Is it me or could there be a reoccurring theme here? For my last word, I played 'toy' because 'y' is worth something like 4 points and because I'm trying to be a good sport here. I'm not sure if I am reading too much into this or he is trying to shock me. Whatever it is, I am up for the challenge. Because even though this person may be playing with suggestive words, they are short suggestive words. And I may have finally found an opponent who is beating himself at his own game.

- Posted using BlogPress

Sunday, November 14, 2010

A Message From Mary Palmer

Don't shoot the messenger. I didn't think of it - I just took the picture. And yes, I laughed when I read it. But so did my friends H and B (H is the hand model here). The other person we were with didn't think it was so funny. Wonder why?

Friday, November 12, 2010

Dinner Paving

This ad was on my placemat at dinner last night. I thought it sounded interesting so I Googled it. Apparently it is a real assphalt term. And here I was thinking it was something you would find described on Urban Dictionary.

Sunday, November 7, 2010

Sunset Reds Massachusetts November 2010


Sarah can rant all she wants about tea,
But here in Mass no red we see
Unless of course it's in a tree.
For last week when all was said and done
We didn't send to Congress a single one (Republican that is)


Saturday, November 6, 2010

Weekend Lists

Happy Saturday! I think Saturday is a much better chore day than Sunday don't you?
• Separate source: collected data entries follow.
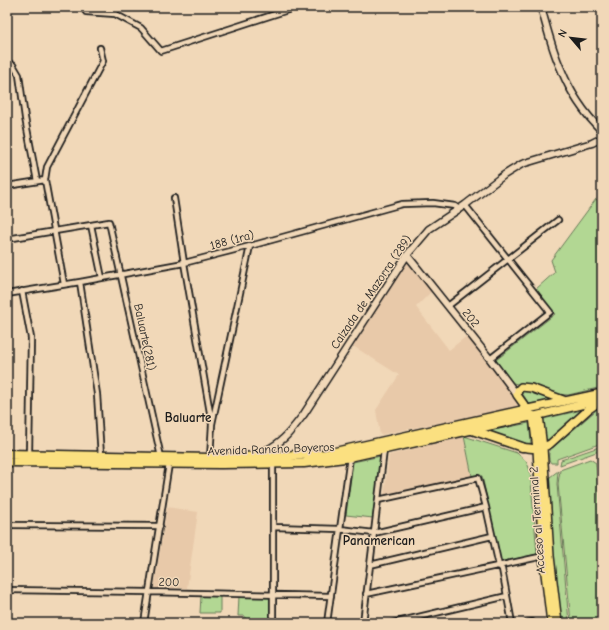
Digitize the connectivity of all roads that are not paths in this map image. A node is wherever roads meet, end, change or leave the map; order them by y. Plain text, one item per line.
1 (83, 7) edge
2 (297, 7) edge
3 (541, 7) edge
4 (100, 48) dead end
5 (7, 62) edge
6 (602, 131) edge
7 (602, 138) edge
8 (45, 180) junction
9 (38, 181) junction
10 (7, 186) edge
11 (174, 198) dead end
12 (465, 205) junction
13 (459, 209) junction
14 (558, 220) dead end
15 (91, 224) junction
16 (55, 231) junction
17 (7, 239) edge
18 (250, 246) junction
19 (407, 255) junction
20 (508, 260) junction
21 (184, 263) junction
22 (121, 274) junction
23 (102, 278) junction
24 (80, 282) junction
25 (64, 284) junction
26 (22, 292) junction
27 (7, 294) edge
28 (448, 306) junction
29 (490, 358) junction
30 (518, 392) junction
31 (602, 393) edge
32 (602, 400) edge
33 (566, 401) junction
34 (528, 409) junction
35 (536, 416) junction
36 (212, 424) junction
37 (471, 430) junction
38 (522, 447) junction
39 (540, 449) junction
40 (384, 450) junction
41 (7, 454) edge
42 (29, 454) junction
43 (101, 456) junction
44 (161, 457) junction
45 (249, 457) junction
46 (350, 457) junction
47 (210, 458) junction
48 (537, 461) junction
49 (7, 462) edge
50 (169, 464) junction
51 (273, 464) junction
52 (378, 500) junction
53 (486, 506) junction
54 (7, 525) edge
55 (160, 526) junction
56 (274, 527) junction
57 (340, 529) junction
58 (374, 533) junction
59 (492, 536) junction
60 (546, 556) junction
61 (370, 565) junction
62 (499, 566) junction
63 (7, 590) edge
64 (149, 592) junction
65 (366, 594) junction
66 (273, 595) junction
67 (331, 596) junction
68 (507, 596) junction
69 (532, 622) dead end
70 (144, 623) edge
71 (273, 623) edge
72 (327, 623) edge
73 (363, 623) edge
74 (393, 623) edge
75 (512, 623) edge
76 (526, 623) edge
77 (551, 623) edge
78 (558, 623) edge

1 - 2 street
3 - 6 street
4 - 8 street
5 - 9 street
7 - 12 street, Calzada de Mazorra (289)
8 - 9 street
8 - 16 street
9 - 10 street
11 - 21 street
12 - 13 street, Calzada de Mazorra (289)
12 - 20 street
13 - 18 street, 188 (1ra)
13 - 19 street, Calzada de Mazorra (289)
14 - 20 street
15 - 16 street
15 - 22 street, Baluarte(281)
15 - 23 street
16 - 17 street
16 - 25 street
18 - 21 street, 188 (1ra)
18 - 36 street
19 - 28 street, 202
19 - 45 street, Calzada de Mazorra (289)
20 - 28 street
20 - 29 street
21 - 22 street, 188 (1ra)
21 - 36 street
22 - 23 street, 188 (1ra)
22 - 44 street, Baluarte(281)
23 - 24 street, 188 (1ra)
24 - 25 street, 188 (1ra)
24 - 43 street
25 - 26 street, 188 (1ra)
26 - 27 street, 188 (1ra)
26 - 42 street
28 - 29 street, 202
29 - 30 street, 202
30 - 33 main road
30 - 34 main road
31 - 33 main road, Avenida Rancho Boyeros
32 - 35 main road, Avenida Rancho Boyeros
32 - 39 main road
33 - 34 main road, Avenida Rancho Boyeros
34 - 35 main road
34 - 45 highway, Avenida Rancho Boyeros
35 - 37 highway, Avenida Rancho Boyeros
35 - 39 main road, Acceso al Terminal 2
36 - 47 street
37 - 38 highway
37 - 40 highway, Avenida Rancho Boyeros
38 - 39 main road
38 - 48 main road
39 - 48 main road, Acceso al Terminal 2
39 - 60 main road, Acceso al Terminal 2
40 - 46 highway, Avenida Rancho Boyeros
40 - 52 street
41 - 42 highway, Avenida Rancho Boyeros
42 - 43 highway, Avenida Rancho Boyeros
43 - 44 highway, Avenida Rancho Boyeros
44 - 47 highway, Avenida Rancho Boyeros
45 - 47 highway, Avenida Rancho Boyeros
46 - 51 highway, Avenida Rancho Boyeros
46 - 57 street
48 - 60 main road, Acceso al Terminal 2
49 - 50 highway, Avenida Rancho Boyeros
50 - 51 highway, Avenida Rancho Boyeros
50 - 55 street
51 - 56 street
52 - 53 street
52 - 58 street
53 - 58 street
53 - 59 street
54 - 55 street
55 - 64 street
56 - 57 street
56 - 66 street
57 - 58 street
57 - 67 street
58 - 61 street
59 - 61 street
59 - 62 street
60 - 62 street
60 - 77 main road, Acceso al Terminal 2
60 - 78 main road, Acceso al Terminal 2
61 - 65 street
62 - 65 street
62 - 68 street
63 - 64 street, 200
64 - 66 street, 200
64 - 70 street
65 - 73 street
66 - 67 street, 200
66 - 71 street
67 - 72 street
68 - 74 street
68 - 75 street
69 - 76 street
Here is my list for today:
  • Lower water level in the pool before it freezes
  • Winterize motorcyles
  • Pay bills
  • Change sheets
  • Do a little work-work from home
  • Visit Irene in the nursing home
  • Transfer the Halloween pics off my camera
Here is what I will probably actually do:
  • Screw around on the computer for hours
  • See if it's my turn on any of the 3 games I have going on Words With Friends
  • Go get a coffee at Dunkin Donuts
  • Take a shower eventually
  • Wait for Stiffy to arrive (yeah!!)
  • Go out to eat
  • Bitch about all the chores I have to do tomorrow
Happy weekend all!

Friday, November 5, 2010

Open Wide

The son of my good friend Stiffy had his tonsils out yesterday. She sent me a text with a picture of him, lying in his hospital bed surrounded by stuffed animals. She was spending the night in his hospital room. His experience seemed little bit different then the time I had my tonsillectomy in 1970. Kids weren't treated to pre-admission tours, puppets, and caring staff back then. In fact, I think my dogs are treated better at the vet then the way kids were treated at the hospital 40 years ago.
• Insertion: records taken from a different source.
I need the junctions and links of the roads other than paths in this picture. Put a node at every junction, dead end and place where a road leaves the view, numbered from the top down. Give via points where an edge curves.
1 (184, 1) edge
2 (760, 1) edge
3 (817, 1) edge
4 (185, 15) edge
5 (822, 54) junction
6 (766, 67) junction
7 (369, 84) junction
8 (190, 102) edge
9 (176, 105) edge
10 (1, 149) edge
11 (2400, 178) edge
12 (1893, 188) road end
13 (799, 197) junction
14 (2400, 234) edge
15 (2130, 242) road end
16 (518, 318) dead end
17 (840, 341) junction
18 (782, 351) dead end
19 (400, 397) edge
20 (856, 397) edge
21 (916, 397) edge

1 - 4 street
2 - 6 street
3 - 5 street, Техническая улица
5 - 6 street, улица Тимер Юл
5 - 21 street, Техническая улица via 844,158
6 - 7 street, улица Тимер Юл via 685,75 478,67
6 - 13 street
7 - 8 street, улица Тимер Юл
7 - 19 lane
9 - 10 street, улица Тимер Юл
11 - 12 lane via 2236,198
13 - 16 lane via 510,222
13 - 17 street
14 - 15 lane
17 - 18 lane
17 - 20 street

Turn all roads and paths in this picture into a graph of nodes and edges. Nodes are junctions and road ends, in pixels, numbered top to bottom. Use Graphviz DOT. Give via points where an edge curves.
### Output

My father brought me to the hospital bright and early. Rather, I should say he "dropped me off" as parents were not encouraged to hang around like they are today. The room was large, about half the size of a basketball court minus the bleachers (or at least that's what it seemed like). Beds filled the entire perimeter of the ward. I remember being told to lie on my stomach. "Must be doing something hospital thing" I thought. Before I knew what was happening, a thermometer was stuck up my butt. Hey - pull the freaking curtain at least. Oh wait, there were no curtains.

A few minutes later someone came by and gave me a shot in the calf which did absolutely nothing to relax me - Stiffy's son got some good pre-surgical drugs that had him seeing double. I was carried down to the operating room. No explanations of anything that was happening. It was like a factory line. Get 'em in, rip 'em out, get 'em back to the ward.

I woke up in a bed on the opposite side of the room from where the thermometer incident had occurred. Every kid in that ward was crying. So I decided I should cry too. I don't remember being in pain but I'm pretty sure I remember getting a Hoodsie Cup. Nothing like ice cream to stir up lots of mucus when you've just had something surgically ripped out of your throat.

Stiffy's poor son was in a lot of pain. He got morphine. I don't even think I got a baby aspirin.

To top it all off, I was in a facility named Mercy Hospital. Mercy my bum.